RECORD EXCERPTS section start

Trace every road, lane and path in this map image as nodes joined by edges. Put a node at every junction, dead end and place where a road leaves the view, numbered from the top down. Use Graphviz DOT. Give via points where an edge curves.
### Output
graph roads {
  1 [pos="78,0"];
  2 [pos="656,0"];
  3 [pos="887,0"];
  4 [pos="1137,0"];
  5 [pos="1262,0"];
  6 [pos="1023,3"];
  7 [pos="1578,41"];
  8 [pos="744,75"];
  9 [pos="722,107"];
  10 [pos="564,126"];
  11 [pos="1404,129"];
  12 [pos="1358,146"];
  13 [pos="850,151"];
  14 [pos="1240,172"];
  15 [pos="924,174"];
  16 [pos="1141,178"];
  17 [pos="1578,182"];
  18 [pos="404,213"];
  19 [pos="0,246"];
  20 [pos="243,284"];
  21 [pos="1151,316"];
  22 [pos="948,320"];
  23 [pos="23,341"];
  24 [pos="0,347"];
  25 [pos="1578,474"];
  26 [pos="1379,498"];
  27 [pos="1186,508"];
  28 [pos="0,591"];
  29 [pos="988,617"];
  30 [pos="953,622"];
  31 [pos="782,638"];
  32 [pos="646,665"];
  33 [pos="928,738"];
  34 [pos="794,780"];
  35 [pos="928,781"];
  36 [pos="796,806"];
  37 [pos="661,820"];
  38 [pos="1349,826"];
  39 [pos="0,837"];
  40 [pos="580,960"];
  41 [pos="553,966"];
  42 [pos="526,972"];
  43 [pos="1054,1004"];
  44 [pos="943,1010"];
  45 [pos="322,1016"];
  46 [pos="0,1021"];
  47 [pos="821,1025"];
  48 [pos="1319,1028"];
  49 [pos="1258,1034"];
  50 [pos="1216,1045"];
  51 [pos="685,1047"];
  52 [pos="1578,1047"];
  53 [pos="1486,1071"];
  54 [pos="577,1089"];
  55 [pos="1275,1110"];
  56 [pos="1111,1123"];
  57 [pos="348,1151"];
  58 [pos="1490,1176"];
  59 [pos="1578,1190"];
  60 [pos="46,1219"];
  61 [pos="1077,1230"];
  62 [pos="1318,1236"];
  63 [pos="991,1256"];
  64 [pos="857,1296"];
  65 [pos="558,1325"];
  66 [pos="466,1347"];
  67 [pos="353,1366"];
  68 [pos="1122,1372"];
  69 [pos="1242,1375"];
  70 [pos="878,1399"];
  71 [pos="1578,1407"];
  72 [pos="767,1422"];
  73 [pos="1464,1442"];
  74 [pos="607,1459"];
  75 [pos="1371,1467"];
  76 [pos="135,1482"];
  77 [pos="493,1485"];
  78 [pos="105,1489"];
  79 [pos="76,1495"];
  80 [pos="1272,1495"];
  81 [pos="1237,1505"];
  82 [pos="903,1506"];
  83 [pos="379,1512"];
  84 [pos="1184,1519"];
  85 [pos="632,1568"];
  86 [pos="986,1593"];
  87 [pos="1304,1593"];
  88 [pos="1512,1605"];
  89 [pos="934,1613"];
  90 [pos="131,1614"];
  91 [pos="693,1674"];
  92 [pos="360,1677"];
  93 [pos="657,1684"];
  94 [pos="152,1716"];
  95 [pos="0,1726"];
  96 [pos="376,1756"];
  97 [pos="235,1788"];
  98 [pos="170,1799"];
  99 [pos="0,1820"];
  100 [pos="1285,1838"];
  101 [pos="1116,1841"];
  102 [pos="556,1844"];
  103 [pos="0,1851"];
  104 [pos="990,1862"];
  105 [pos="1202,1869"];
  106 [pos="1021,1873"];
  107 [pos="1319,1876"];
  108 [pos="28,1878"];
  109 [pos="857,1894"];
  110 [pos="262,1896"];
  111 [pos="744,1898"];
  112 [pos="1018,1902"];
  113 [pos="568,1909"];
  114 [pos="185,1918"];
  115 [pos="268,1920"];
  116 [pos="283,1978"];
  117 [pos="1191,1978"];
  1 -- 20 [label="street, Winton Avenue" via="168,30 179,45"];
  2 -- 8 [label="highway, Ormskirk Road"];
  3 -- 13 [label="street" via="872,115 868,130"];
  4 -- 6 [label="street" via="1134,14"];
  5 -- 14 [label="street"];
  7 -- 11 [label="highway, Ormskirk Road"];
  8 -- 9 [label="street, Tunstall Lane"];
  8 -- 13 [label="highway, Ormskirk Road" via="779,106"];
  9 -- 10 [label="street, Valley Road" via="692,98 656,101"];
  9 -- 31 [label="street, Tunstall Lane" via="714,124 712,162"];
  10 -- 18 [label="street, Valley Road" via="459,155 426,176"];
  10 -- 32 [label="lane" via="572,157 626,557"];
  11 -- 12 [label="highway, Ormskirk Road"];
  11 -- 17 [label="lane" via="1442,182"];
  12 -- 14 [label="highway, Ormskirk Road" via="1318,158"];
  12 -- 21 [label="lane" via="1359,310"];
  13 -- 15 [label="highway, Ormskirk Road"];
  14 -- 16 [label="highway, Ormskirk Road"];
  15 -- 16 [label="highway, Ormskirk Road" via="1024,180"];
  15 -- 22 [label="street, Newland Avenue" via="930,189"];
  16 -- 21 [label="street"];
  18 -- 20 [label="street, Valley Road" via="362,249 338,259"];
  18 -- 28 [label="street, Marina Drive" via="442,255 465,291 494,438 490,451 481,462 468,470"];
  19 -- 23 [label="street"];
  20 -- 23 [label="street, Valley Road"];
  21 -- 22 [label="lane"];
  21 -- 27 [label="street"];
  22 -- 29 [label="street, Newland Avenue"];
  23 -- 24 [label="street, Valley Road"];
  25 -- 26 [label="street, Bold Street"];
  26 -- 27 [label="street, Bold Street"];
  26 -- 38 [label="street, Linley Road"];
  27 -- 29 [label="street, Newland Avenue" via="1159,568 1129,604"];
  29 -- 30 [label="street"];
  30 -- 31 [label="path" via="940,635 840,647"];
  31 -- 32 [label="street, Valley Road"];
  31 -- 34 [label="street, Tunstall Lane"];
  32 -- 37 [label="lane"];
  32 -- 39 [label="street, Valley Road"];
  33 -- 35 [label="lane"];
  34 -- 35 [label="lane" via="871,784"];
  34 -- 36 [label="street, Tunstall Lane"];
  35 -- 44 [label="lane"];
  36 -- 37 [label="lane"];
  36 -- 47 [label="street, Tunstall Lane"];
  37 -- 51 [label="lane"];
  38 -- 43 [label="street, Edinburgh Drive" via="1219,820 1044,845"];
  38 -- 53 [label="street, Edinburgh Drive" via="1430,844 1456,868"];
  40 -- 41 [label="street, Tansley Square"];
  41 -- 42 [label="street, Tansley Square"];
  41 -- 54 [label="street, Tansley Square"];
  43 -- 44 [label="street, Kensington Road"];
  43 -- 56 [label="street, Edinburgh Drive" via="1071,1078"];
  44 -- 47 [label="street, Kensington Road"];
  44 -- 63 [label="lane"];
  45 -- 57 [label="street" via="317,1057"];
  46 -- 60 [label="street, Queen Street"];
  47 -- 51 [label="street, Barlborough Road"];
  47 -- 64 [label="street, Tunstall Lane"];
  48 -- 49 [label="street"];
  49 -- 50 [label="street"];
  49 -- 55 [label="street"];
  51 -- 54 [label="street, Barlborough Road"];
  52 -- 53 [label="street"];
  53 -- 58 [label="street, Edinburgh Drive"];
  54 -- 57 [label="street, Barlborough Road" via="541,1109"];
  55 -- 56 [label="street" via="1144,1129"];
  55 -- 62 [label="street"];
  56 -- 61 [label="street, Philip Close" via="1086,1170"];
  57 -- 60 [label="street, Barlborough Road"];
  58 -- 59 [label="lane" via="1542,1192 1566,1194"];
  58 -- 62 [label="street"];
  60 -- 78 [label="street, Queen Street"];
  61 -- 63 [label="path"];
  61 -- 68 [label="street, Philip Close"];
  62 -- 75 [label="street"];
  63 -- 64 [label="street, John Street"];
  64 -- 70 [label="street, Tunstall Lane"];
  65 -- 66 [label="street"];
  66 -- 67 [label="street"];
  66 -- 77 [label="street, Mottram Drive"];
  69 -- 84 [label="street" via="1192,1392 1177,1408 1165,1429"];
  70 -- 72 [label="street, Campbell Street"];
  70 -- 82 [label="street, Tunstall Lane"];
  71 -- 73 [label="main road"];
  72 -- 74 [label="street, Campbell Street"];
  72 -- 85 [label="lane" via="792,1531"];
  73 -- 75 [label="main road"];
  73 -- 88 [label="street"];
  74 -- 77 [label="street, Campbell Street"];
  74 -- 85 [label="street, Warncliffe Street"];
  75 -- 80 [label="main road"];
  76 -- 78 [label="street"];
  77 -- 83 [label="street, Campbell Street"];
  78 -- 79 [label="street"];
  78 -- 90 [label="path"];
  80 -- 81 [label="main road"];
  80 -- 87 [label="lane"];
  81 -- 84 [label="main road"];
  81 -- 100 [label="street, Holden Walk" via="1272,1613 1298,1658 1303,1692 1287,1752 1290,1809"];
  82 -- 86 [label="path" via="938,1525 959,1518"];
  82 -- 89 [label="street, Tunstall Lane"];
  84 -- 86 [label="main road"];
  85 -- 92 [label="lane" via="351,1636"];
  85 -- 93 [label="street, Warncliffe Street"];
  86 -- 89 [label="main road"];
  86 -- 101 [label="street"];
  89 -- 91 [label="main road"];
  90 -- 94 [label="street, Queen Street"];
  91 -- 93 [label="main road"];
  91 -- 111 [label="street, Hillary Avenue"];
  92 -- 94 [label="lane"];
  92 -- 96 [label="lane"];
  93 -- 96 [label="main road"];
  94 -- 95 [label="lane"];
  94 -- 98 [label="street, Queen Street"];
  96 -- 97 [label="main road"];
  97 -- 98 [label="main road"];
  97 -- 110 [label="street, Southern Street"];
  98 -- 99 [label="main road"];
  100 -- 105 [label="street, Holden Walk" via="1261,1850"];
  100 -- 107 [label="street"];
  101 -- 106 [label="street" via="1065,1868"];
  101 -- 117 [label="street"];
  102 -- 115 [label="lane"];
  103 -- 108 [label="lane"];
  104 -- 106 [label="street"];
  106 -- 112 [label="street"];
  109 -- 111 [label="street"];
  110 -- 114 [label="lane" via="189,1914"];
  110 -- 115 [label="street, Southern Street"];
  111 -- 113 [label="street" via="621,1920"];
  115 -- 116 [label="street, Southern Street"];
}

RECORD EXCERPTS section end

_THE TASK_: Across the data, how many lines contain the string "Close"? Only the number is wanted.

_TASK OUTPUT_: 2